There was a particularly tense moment aboard the International Space Station earlier this month, with NASA directing their astronauts to secure themselves in the Dragon capsule and prepare for a potential return to Earth while their Russian counterparts engaged in what we now know to have been some impromptu demolition work on their side of the orbiting complex.

Despite objections from their American partners, Roscosmos had given their cosmonauts the go-ahead to drill and cut into the walls of the Zvezda module — one of the core components of the ISS which has been in orbit since 2000 — to try and identify and ultimately repair persistent leaks that have been venting the Station’s atmosphere out into space for several years. We may never know the exact nature of the behind-the-scenes communication that went on between the two space agencies, but in the end the Russians abandoned their plan and NASA’s personnel were told to resume their normal duties.

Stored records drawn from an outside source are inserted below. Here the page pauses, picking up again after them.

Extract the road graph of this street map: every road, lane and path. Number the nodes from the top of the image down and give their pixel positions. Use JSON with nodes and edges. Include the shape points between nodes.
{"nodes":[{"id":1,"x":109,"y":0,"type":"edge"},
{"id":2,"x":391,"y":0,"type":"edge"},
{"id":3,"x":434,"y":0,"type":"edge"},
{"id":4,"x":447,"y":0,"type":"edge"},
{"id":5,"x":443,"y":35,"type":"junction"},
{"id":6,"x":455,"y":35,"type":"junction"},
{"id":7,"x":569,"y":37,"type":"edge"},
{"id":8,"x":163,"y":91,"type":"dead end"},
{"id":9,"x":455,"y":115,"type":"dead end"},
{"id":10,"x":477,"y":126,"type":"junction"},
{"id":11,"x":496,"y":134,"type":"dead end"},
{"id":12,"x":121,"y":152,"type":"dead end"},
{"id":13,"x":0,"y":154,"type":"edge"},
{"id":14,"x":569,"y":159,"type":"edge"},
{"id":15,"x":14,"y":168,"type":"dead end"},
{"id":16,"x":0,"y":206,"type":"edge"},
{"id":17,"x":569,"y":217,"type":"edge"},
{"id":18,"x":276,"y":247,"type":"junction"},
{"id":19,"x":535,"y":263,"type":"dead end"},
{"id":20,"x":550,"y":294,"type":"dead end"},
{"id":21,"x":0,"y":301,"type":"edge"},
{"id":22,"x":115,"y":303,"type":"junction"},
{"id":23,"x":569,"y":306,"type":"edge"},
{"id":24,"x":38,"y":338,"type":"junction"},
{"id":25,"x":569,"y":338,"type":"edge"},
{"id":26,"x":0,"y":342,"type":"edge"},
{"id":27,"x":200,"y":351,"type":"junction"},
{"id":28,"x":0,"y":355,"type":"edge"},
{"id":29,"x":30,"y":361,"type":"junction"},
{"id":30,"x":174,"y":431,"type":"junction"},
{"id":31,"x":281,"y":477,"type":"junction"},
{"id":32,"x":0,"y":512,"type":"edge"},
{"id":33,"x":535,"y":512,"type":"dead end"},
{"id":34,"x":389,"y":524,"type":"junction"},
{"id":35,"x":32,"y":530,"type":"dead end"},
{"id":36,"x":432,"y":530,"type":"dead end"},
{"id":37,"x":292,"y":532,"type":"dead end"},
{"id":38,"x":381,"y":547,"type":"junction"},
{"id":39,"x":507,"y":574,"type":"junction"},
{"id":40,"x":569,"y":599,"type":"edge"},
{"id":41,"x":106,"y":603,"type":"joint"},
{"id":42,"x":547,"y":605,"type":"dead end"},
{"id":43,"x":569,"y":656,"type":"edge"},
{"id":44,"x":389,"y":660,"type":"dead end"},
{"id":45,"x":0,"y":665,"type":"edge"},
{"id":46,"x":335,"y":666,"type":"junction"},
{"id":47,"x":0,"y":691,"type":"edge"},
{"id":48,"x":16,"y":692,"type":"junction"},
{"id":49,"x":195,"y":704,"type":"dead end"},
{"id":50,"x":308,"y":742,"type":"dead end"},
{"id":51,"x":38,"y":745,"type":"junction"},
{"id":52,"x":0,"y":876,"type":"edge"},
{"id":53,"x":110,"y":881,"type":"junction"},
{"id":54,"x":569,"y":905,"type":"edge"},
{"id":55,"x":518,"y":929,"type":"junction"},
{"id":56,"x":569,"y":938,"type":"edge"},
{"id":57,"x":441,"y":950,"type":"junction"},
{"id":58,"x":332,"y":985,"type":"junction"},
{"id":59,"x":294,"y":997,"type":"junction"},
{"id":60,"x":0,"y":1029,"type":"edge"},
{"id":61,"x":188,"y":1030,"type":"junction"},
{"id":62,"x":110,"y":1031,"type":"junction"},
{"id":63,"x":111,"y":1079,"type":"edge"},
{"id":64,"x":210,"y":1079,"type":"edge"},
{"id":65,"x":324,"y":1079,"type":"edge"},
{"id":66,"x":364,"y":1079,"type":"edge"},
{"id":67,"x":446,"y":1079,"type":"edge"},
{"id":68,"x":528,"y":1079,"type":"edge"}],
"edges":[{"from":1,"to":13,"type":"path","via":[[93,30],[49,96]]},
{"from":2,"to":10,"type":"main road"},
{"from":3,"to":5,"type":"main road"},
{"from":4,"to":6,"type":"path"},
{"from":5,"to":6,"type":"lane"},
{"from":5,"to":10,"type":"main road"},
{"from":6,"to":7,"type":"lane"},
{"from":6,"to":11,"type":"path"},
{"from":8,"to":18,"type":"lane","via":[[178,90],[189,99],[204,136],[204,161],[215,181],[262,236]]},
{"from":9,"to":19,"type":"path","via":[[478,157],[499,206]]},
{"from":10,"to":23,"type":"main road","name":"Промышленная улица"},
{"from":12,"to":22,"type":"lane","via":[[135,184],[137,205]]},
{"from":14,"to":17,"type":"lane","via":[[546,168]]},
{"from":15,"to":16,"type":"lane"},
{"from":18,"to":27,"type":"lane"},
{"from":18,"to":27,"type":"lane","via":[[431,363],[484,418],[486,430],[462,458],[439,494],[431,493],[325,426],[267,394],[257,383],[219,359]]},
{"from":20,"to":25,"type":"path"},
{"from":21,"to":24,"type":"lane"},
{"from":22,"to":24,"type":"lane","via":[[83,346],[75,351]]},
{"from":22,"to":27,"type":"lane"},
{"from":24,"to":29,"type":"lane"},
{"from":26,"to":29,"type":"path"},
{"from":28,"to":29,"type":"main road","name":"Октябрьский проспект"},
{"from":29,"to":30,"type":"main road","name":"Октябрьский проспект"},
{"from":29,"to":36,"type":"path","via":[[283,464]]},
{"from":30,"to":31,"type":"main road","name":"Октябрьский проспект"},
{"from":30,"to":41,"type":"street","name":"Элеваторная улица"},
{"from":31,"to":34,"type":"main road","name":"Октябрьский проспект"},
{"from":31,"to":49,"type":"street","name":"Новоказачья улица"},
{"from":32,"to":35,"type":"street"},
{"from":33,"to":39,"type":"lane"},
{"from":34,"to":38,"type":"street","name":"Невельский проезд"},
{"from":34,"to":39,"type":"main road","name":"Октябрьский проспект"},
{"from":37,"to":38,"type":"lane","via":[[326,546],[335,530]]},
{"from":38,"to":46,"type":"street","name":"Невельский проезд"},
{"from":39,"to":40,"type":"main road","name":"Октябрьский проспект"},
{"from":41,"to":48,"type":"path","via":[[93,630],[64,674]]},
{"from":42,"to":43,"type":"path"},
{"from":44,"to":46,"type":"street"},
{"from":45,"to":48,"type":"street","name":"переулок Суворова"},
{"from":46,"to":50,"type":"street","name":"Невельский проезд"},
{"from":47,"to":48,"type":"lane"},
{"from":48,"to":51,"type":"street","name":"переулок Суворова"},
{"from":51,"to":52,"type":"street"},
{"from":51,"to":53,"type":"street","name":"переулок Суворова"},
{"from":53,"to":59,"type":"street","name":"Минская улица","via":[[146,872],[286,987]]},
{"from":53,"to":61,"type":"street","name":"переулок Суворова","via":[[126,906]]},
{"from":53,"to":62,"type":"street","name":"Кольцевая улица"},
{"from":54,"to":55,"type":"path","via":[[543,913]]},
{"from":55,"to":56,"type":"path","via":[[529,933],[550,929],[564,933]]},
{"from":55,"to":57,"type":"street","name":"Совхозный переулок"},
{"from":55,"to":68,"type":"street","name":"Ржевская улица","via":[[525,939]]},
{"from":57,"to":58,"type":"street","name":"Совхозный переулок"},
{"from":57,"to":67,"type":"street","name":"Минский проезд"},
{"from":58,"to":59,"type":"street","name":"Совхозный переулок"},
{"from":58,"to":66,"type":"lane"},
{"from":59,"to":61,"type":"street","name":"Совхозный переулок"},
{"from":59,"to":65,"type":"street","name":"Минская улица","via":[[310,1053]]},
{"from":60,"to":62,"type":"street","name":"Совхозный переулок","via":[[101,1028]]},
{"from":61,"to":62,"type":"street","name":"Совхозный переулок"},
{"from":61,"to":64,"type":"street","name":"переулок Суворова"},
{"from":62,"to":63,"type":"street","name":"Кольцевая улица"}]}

But where do things go from here? Although it’s true the International Space Station is entering its final years, the mission isn’t over yet, and that means the two countries need to continue to work together if they hope to get any science done in the time they have left.

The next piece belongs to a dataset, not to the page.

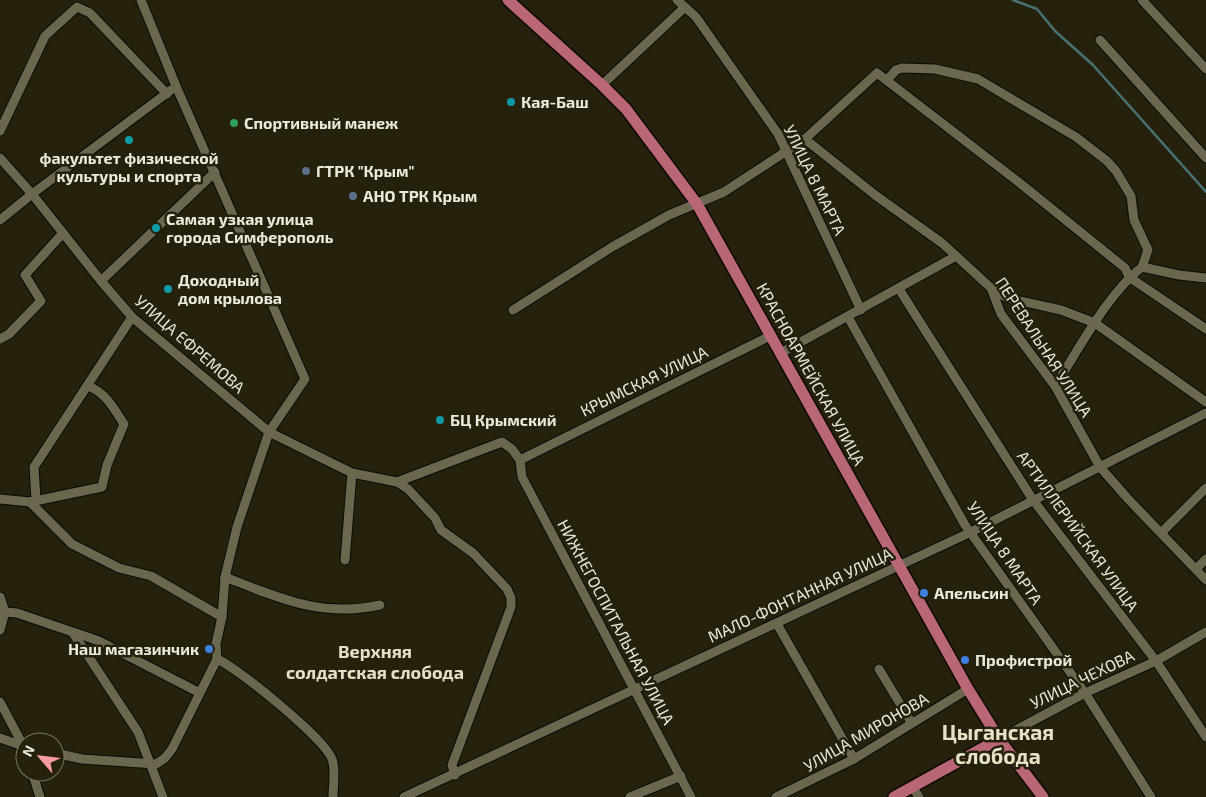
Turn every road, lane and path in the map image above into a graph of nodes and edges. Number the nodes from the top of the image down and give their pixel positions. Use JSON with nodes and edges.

At this point there hasn’t been any official word from either agency, but sources that wish to remain anonymous have been dropping hints, and that’s got the rumors swirling. With the understanding that anything is still possible, at this point it looks like Russia is going to abandon any further attempts to repair the leak and instead seal off the crippled compartment of the Zvezda module. This won’t solve all the problems, and in fact will create some new ones. But if that’s what it will take to keep the peace with NASA until Station operations wind down, it’s apparently a bargain they’re willing to make.